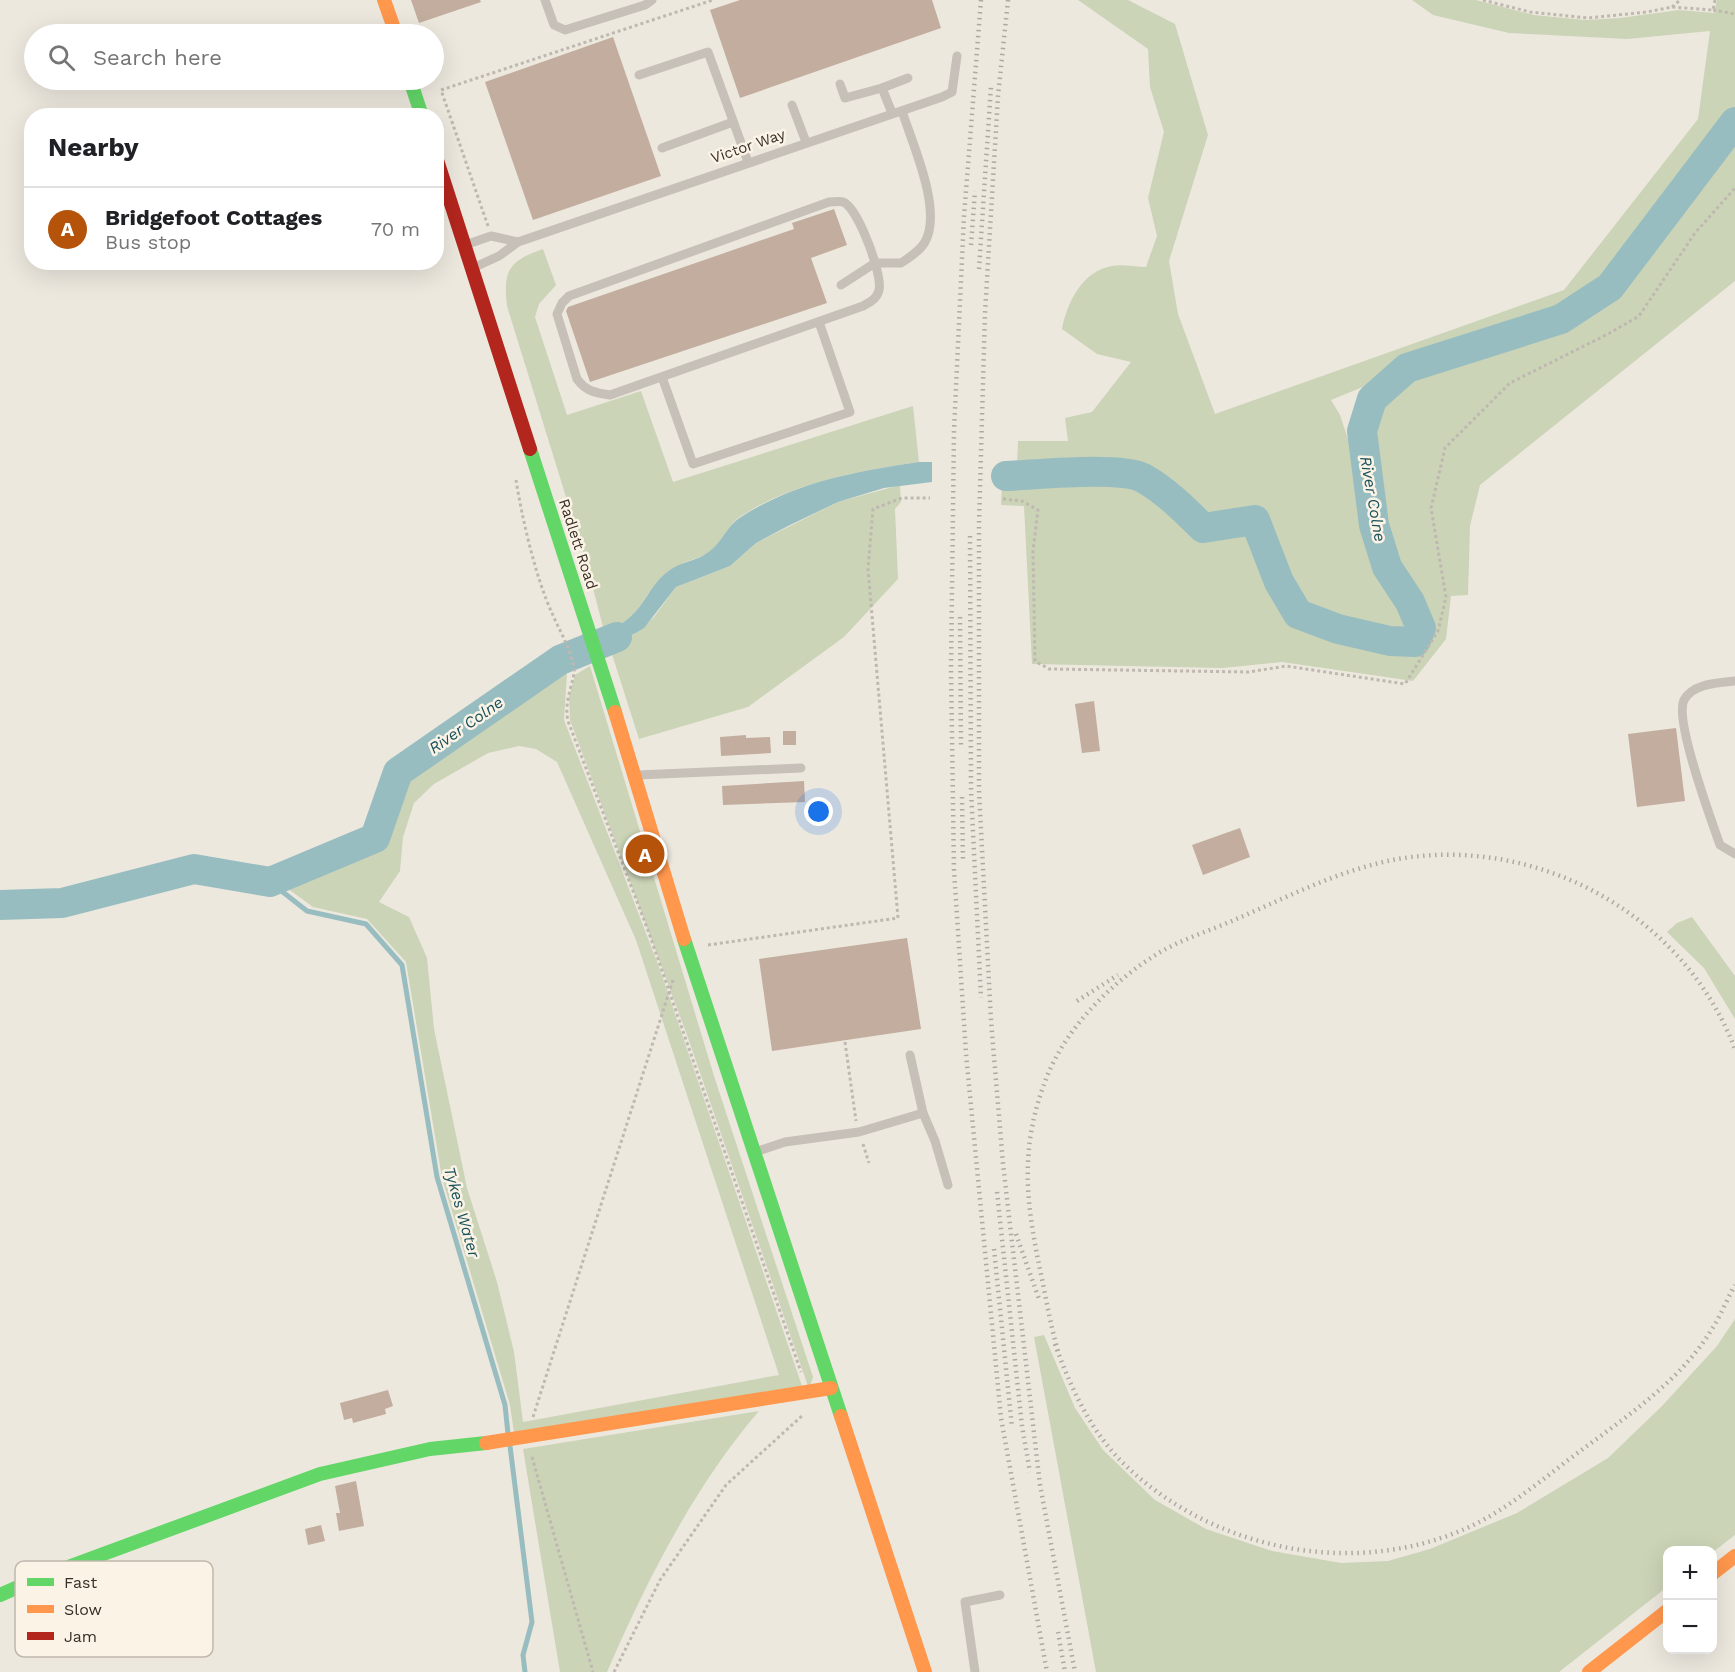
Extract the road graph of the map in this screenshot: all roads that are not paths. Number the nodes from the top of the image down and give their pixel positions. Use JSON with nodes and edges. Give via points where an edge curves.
{"nodes":[{"id":1,"x":384,"y":0,"type":"edge"},
{"id":2,"x":545,"y":0,"type":"edge"},
{"id":3,"x":652,"y":0,"type":"edge"},
{"id":4,"x":392,"y":24,"type":"edge"},
{"id":5,"x":957,"y":56,"type":"dead end"},
{"id":6,"x":639,"y":75,"type":"dead end"},
{"id":7,"x":908,"y":78,"type":"dead end"},
{"id":8,"x":840,"y":84,"type":"dead end"},
{"id":9,"x":882,"y":88,"type":"junction"},
{"id":10,"x":414,"y":90,"type":"edge"},
{"id":11,"x":792,"y":105,"type":"dead end"},
{"id":12,"x":420,"y":108,"type":"edge"},
{"id":13,"x":897,"y":112,"type":"junction"},
{"id":14,"x":733,"y":122,"type":"junction"},
{"id":15,"x":806,"y":142,"type":"junction"},
{"id":16,"x":662,"y":148,"type":"dead end"},
{"id":17,"x":748,"y":162,"type":"junction"},
{"id":18,"x":444,"y":180,"type":"edge"},
{"id":19,"x":519,"y":242,"type":"junction"},
{"id":20,"x":466,"y":244,"type":"junction"},
{"id":21,"x":875,"y":263,"type":"junction"},
{"id":22,"x":474,"y":268,"type":"junction"},
{"id":23,"x":841,"y":285,"type":"dead end"},
{"id":24,"x":819,"y":322,"type":"junction"},
{"id":25,"x":662,"y":377,"type":"junction"},
{"id":26,"x":1735,"y":681,"type":"edge"},
{"id":27,"x":801,"y":768,"type":"dead end"},
{"id":28,"x":636,"y":776,"type":"junction"},
{"id":29,"x":1735,"y":854,"type":"edge"},
{"id":30,"x":910,"y":1055,"type":"dead end"},
{"id":31,"x":923,"y":1113,"type":"junction"},
{"id":32,"x":753,"y":1152,"type":"junction"},
{"id":33,"x":948,"y":1185,"type":"dead end"},
{"id":34,"x":831,"y":1388,"type":"junction"},
{"id":35,"x":1735,"y":1556,"type":"edge"},
{"id":36,"x":84,"y":1561,"type":"edge"},
{"id":37,"x":1717,"y":1571,"type":"edge"},
{"id":38,"x":15,"y":1588,"type":"edge"},
{"id":39,"x":0,"y":1595,"type":"edge"},
{"id":40,"x":1000,"y":1595,"type":"dead end"},
{"id":41,"x":1663,"y":1614,"type":"edge"},
{"id":42,"x":925,"y":1672,"type":"edge"},
{"id":43,"x":975,"y":1672,"type":"edge"},
{"id":44,"x":1589,"y":1672,"type":"edge"}],
"edges":[{"from":1,"to":4,"type":"main road"},
{"from":2,"to":3,"type":"lane","via":[[554,25],[565,30]]},
{"from":5,"to":13,"type":"lane","name":"Victor Way","via":[[952,92]]},
{"from":6,"to":14,"type":"lane","via":[[708,52]]},
{"from":7,"to":9,"type":"lane"},
{"from":8,"to":9,"type":"lane","via":[[844,98]]},
{"from":9,"to":13,"type":"lane"},
{"from":10,"to":12,"type":"main road"},
{"from":11,"to":15,"type":"lane"},
{"from":13,"to":15,"type":"lane","name":"Victor Way"},
{"from":13,"to":21,"type":"lane","via":[[929,198],[929,230],[925,242],[901,263]]},
{"from":14,"to":16,"type":"lane"},
{"from":14,"to":17,"type":"lane"},
{"from":15,"to":17,"type":"lane","name":"Victor Way"},
{"from":17,"to":19,"type":"lane","name":"Victor Way"},
{"from":18,"to":20,"type":"main road","name":"Radlett Road"},
{"from":19,"to":20,"type":"lane","via":[[491,236]]},
{"from":19,"to":22,"type":"lane","name":"Victor Way"},
{"from":20,"to":22,"type":"main road","name":"Radlett Road"},
{"from":21,"to":23,"type":"lane"},
{"from":21,"to":24,"type":"lane","via":[[880,278],[874,300]]},
{"from":21,"to":25,"type":"lane","via":[[852,209],[844,202],[829,202],[569,296],[562,303],[557,314],[559,326],[577,379],[584,388],[610,395]]},
{"from":22,"to":28,"type":"main road","name":"Radlett Road"},
{"from":24,"to":25,"type":"lane"},
{"from":24,"to":25,"type":"lane","via":[[850,412],[693,464]]},
{"from":26,"to":29,"type":"lane","via":[[1695,690],[1684,700],[1682,712],[1698,782],[1720,845]]},
{"from":27,"to":28,"type":"lane"},
{"from":28,"to":32,"type":"main road","name":"Radlett Road"},
{"from":30,"to":31,"type":"lane"},
{"from":31,"to":32,"type":"lane","via":[[859,1131]]},
{"from":31,"to":33,"type":"lane"},
{"from":32,"to":34,"type":"main road","name":"Radlett Road"},
{"from":34,"to":36,"type":"main road","via":[[430,1449],[320,1474]]},
{"from":34,"to":42,"type":"main road","name":"Radlett Road"},
{"from":35,"to":37,"type":"main road"},
{"from":38,"to":39,"type":"main road"},
{"from":40,"to":43,"type":"lane","via":[[965,1602]]},
{"from":41,"to":44,"type":"main road"}]}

________

**About this exercise**
Identify all lines in the records above with the word "Radlett".

**Task output**
{"from":18,"to":20,"type":"main road","name":"Radlett Road"},
{"from":20,"to":22,"type":"main road","name":"Radlett Road"},
{"from":22,"to":28,"type":"main road","name":"Radlett Road"},
{"from":28,"to":32,"type":"main road","name":"Radlett Road"},
{"from":32,"to":34,"type":"main road","name":"Radlett Road"},
{"from":34,"to":42,"type":"main road","name":"Radlett Road"},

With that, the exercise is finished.